Operator execution logic 322 is responsible for performing the execution of an operator and or/or an operation of an operator. On a new operator request it will perform the operation and logic shown in flowchart 700 of FIG. 7.

As shown in a start block 702 a new operator request is received. In this example, a Deploy Operator message is received including an operator ID and applicable parameters. In some instance, the new operator itself may be provided by the source with the request. In a decision block 704 a determination is made whether the operator is provided by the source. If so, the answer to decision block 704 will be YES, and the logic will proceed to block 710 to validate the operator.

Next, a determination is made to whether the operator is in the operator cache. If the answer is NO, the logic proceeds to block 708. If the operator is in the operator cache, the logic proceeds to a decision block 712. In another embodiment, the order of decision blocks 704 and 706 is reversed.

In block 706 the operator is fetched from the operator catalog by sending a message over authenticated channel 336 to secure IP server 334 with the operator ID provided in start block 702. The message may be optionally signed with the IPU or platform/node certificate. The operator catalog will extract the ID from the message, optionally authenticating the message with its copy of the platform node certificate or associated public key. The operator catalog will look up the ID in its database of operators and return the operator in a reply message over authenticated channel 336 if an operator with the ID is found.

In block 710 the operator is validated by operator attestation and validation logic 320 by implementing the operations and logic in flowchart 600 discussed above. The remaining operations presumes the attestation result indicates the operator is trusted.

In decision block 712 a determination is made to whether there is any rule associated with the operator (either tenant or tenant plus operator). If there is an associated rule, the rule providing the operator is executed in a block 714. If there isn't an associated rule, the logic proceeds to a decision block 716 with an outcome of a successful execution.

In decision block 716 a determination is made to whether execution of the rule providing the operator is successful. If it is not, the logic proceeds to an end block 718 in which the operator is rejected. If the execution of the rule providing the operator is successful, the logic will proceed to execute the operator in an end block 720 if the operator was provided or fetched.

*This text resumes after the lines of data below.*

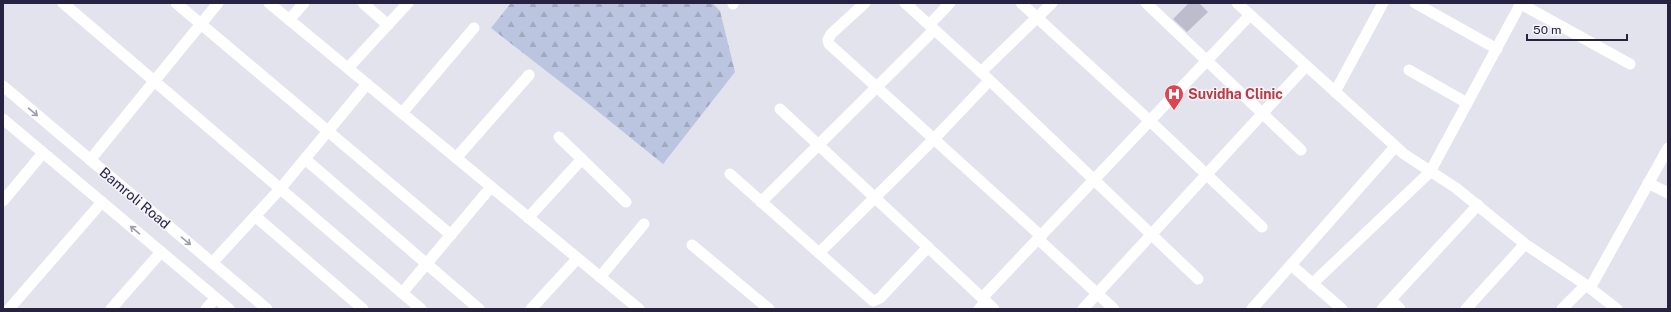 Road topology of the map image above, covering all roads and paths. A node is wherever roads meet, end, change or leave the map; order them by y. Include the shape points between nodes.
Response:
1 (62, 3) edge
2 (176, 3) edge
3 (218, 3) edge
4 (269, 3) edge
5 (304, 3) edge
6 (363, 3) edge
7 (408, 3) edge
8 (865, 3) edge
9 (905, 3) edge
10 (950, 3) edge
11 (1021, 3) edge
12 (1052, 3) edge
13 (1146, 3) edge
14 (1237, 3) edge
15 (1415, 3) edge
16 (1521, 3) edge
17 (1381, 4) edge
18 (1250, 15) junction
19 (1038, 18) junction
20 (289, 20) junction
21 (201, 24) junction
22 (388, 25) junction
23 (931, 27) junction
24 (474, 28) dead end
25 (1497, 49) junction
26 (1206, 61) junction
27 (1630, 64) dead end
28 (1306, 66) junction
29 (348, 68) junction
30 (1409, 70) dead end
31 (981, 72) junction
32 (529, 75) dead end
33 (154, 81) junction
34 (989, 81) junction
35 (367, 84) junction
36 (3, 86) edge
37 (877, 87) junction
38 (1335, 92) junction
39 (1467, 103) junction
40 (780, 109) dead end
41 (402, 113) junction
42 (1262, 113) junction
43 (3, 118) edge
44 (1150, 121) junction
45 (328, 132) junction
46 (559, 136) dead end
47 (934, 139) junction
48 (818, 145) junction
49 (1396, 147) junction
50 (1668, 148) edge
51 (1301, 150) dead end
52 (43, 153) junction
53 (456, 158) junction
54 (305, 159) junction
55 (582, 159) junction
56 (90, 160) junction
57 (1430, 172) junction
58 (730, 174) dead end
59 (1207, 175) junction
60 (1094, 179) junction
61 (1648, 183) junction
62 (491, 187) junction
63 (280, 189) junction
64 (1668, 193) edge
65 (875, 198) junction
66 (3, 201) edge
67 (102, 202) junction
68 (626, 202) dead end
69 (761, 202) junction
70 (1478, 205) junction
71 (255, 216) junction
72 (528, 218) junction
73 (644, 224) dead end
74 (1262, 227) dead end
75 (451, 235) junction
76 (1152, 235) junction
77 (1039, 238) junction
78 (1525, 244) junction
79 (692, 245) dead end
80 (928, 247) junction
81 (161, 252) junction
82 (819, 253) junction
83 (577, 259) junction
84 (212, 263) junction
85 (427, 264) junction
86 (1291, 266) junction
87 (600, 278) junction
88 (1198, 279) dead end
89 (1312, 284) junction
90 (1588, 286) junction
91 (402, 293) junction
92 (1098, 294) junction
93 (216, 298) junction
94 (1391, 300) junction
95 (985, 304) edge
96 (9, 309) edge
97 (111, 309) edge
98 (206, 309) edge
99 (229, 309) edge
100 (267, 309) edge
101 (363, 309) edge
102 (421, 309) edge
103 (479, 309) edge
104 (531, 309) edge
105 (638, 309) edge
106 (769, 309) edge
107 (1084, 309) edge
108 (1114, 309) edge
109 (1252, 309) edge
110 (1342, 309) edge
111 (1382, 309) edge
112 (1400, 309) edge
113 (1466, 309) edge
114 (1562, 309) edge
115 (1617, 309) edge

1 - 33 street
2 - 21 street
3 - 21 street
4 - 20 street
5 - 20 street
6 - 22 street
7 - 22 street
8 - 37 street via 831,34 828,40 834,50
9 - 23 street
10 - 23 street
11 - 19 street
12 - 19 street
13 - 26 street
14 - 18 street
15 - 25 street
16 - 25 street
16 - 27 street
17 - 38 street
18 - 26 street
18 - 28 street
19 - 31 street
19 - 44 street
20 - 29 street
21 - 33 street
21 - 45 street
22 - 29 street
23 - 31 street
23 - 37 street
24 - 41 street
25 - 39 street
26 - 42 street
26 - 44 street
28 - 38 street
28 - 42 street
29 - 35 street
30 - 39 street
31 - 34 street
32 - 53 street
33 - 56 street
33 - 63 street
34 - 47 street
34 - 60 street
35 - 41 street
35 - 45 street
36 -> 56 street, Bamroli Road
37 - 47 street
37 - 48 street
38 - 49 street
39 - 57 street
40 - 48 street
41 - 53 street
42 - 51 street
42 - 59 street
43 - 52 street
44 - 59 street
44 - 60 street
45 - 54 street
45 - 75 street
46 - 55 street
47 - 65 street
47 - 77 street
48 - 65 street
48 - 69 street
49 - 57 street
49 - 86 street
50 - 61 street
52 - 66 street
52 - 67 street
53 - 62 street
54 - 63 street
54 - 85 street
55 - 68 street
55 - 72 street
56 -> 84 street, Bamroli Road
57 - 70 street via 1452,184
57 - 89 street
58 - 69 street
59 - 74 street
59 - 76 street
60 - 76 street
60 - 77 street
61 - 64 street
61 - 90 street
62 - 72 street
62 - 75 street
63 - 71 street
63 - 91 street
65 - 80 street
65 - 82 street
81 -> 67 street
67 - 96 street
69 - 82 street
70 - 78 street
70 - 94 street
71 - 84 street
71 - 101 street
72 - 83 street
73 - 87 street
75 - 85 street
76 - 88 street
76 - 92 street
77 - 92 street
77 - 95 street
78 - 90 street
78 - 113 street
79 - 106 street
80 - 82 street via 880,298 873,301
80 - 95 street
81 - 93 street
81 - 97 street
83 - 87 street
83 - 104 street
84 - 100 street, Bamroli Road
85 - 91 street
85 - 103 street
86 - 89 street
86 - 109 street
87 - 105 street
89 - 110 street
90 - 114 street
90 - 115 street
91 - 102 street
92 - 107 street
92 - 108 street
93 - 98 street
93 - 99 street
94 - 111 street
94 - 112 street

If the operator is provided by a platform source, a specific operation of the operator is executed in an end block 722. As discussed above, depending on the validation rule in operator tenant rules table 406 (and if applicable), the operator or specific operation may be executed on the IPU or may be executed on the platform CPU or XPU.

FIG. 8 shows further details of the components used by operator attestation service 308 and operator catalog 310, according to one embodiment. Operator attestation service 308 is implemented using one or more secure IP servers 326, each either having a set of certificates 332 or having access to a shared set of certificates 332.

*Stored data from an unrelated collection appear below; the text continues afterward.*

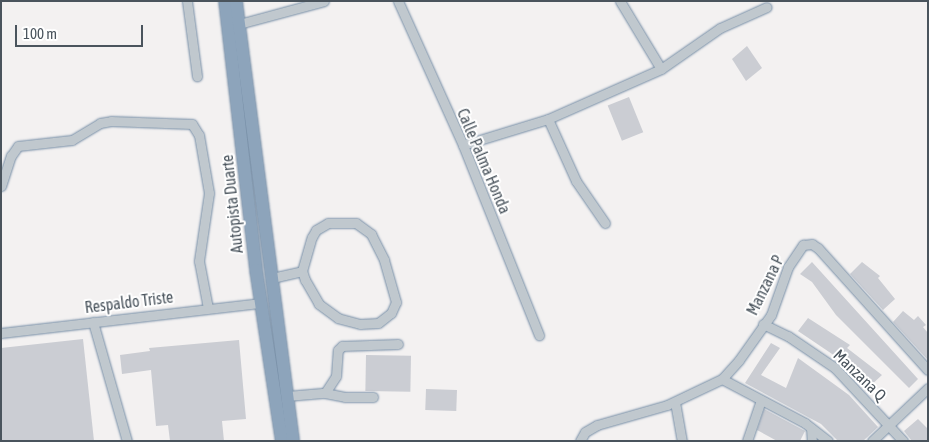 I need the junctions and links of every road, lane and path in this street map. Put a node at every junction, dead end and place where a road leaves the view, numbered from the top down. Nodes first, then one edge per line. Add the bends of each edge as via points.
1 (188, 1) edge
2 (226, 1) edge
3 (236, 1) edge
4 (324, 1) edge
5 (398, 1) edge
6 (620, 1) edge
7 (767, 7) dead end
8 (239, 24) junction
9 (661, 69) junction
10 (197, 76) dead end
11 (548, 119) junction
12 (463, 145) junction
13 (1, 186) edge
14 (605, 223) dead end
15 (302, 271) junction
16 (272, 278) junction
17 (261, 303) junction
18 (208, 308) junction
19 (93, 322) junction
20 (763, 324) junction
21 (1, 333) edge
22 (539, 335) dead end
23 (398, 344) dead end
24 (928, 370) edge
25 (722, 378) junction
26 (928, 388) edge
27 (325, 393) junction
28 (373, 397) dead end
29 (284, 399) junction
30 (762, 400) junction
31 (675, 402) junction
32 (888, 425) junction
33 (811, 428) junction
34 (127, 441) edge
35 (282, 441) edge
36 (293, 441) edge
37 (580, 441) edge
38 (682, 441) edge
39 (747, 441) edge
40 (812, 441) edge
41 (828, 441) edge
42 (872, 441) edge
43 (903, 441) edge

1 - 10 street
2 - 17 highway, Autopista Duarte
3 - 8 highway, Autopista Duarte
4 - 8 street
5 - 12 street, Calle Palma Honda
6 - 9 street
7 - 9 street via 720,28
8 - 16 highway, Autopista Duarte
9 - 11 street
11 - 12 street
11 - 14 street via 576,181
12 - 22 street, Calle Palma Honda
13 - 18 street via 11,156 18,146 72,140 100,123 111,121 192,124 199,135 210,193 199,261
15 - 15 street via 316,230 328,223 356,223 371,234 384,260 396,302 391,313 378,323 347,321 319,304
15 - 16 street
16 - 29 highway, Autopista Duarte
17 - 18 street, Respaldo Triste
17 - 29 highway, Autopista Duarte
18 - 19 street, Respaldo Triste
19 - 21 street, Respaldo Triste
19 - 34 street
20 - 24 street, Manzana P via 770,315 788,266 803,245 812,244
20 - 25 street, Manzana P via 740,360
20 - 32 street, Manzana Q via 788,336 835,368
23 - 27 street via 342,346 338,350 336,376
25 - 30 street
25 - 31 street, Manzana P
26 - 32 street
27 - 28 street
27 - 29 street
29 - 35 highway
29 - 36 highway
30 - 33 street
30 - 39 street
31 - 37 street, Manzana P via 597,425 584,432
31 - 38 street
32 - 42 street
32 - 43 street, Manzana Q
33 - 40 street
33 - 41 street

The components on a secure IP server 326 include an interface 800, operator attestation and validation logic 802, and an operator attestation database (DB) 804. Interface 800 is used to establish authenticated channel 328 and send and receive messages over authenticated channel 328 (including optional use of certificates used to sign digest in messages and for decrypting signed digests). In one embodiment interface 800 may be implemented in an HTTPS server.

Operator attestation and validation logic 802 is the counterpart of operator attestation and validation logic 320 and performs the service side attestation and validation operations. Generally, operator attestation and validation logic 802 may be implemented as a software application or service in a secure IP server 326. Operator attestation DB 804 comprises a database of operator attestation data hosted on a secure IP server 326 (or otherwise hosted on a separate server that is accessed by a secure IP server 326). Operator attestation DB 804 includes a table 806 having a UUID field 808 containing an ID, a TYPE field 810 containing a type ID, a PROVIDER field 812 containing a provider ID concatenated with a certificate, and a HASH field 814 containing a hash value.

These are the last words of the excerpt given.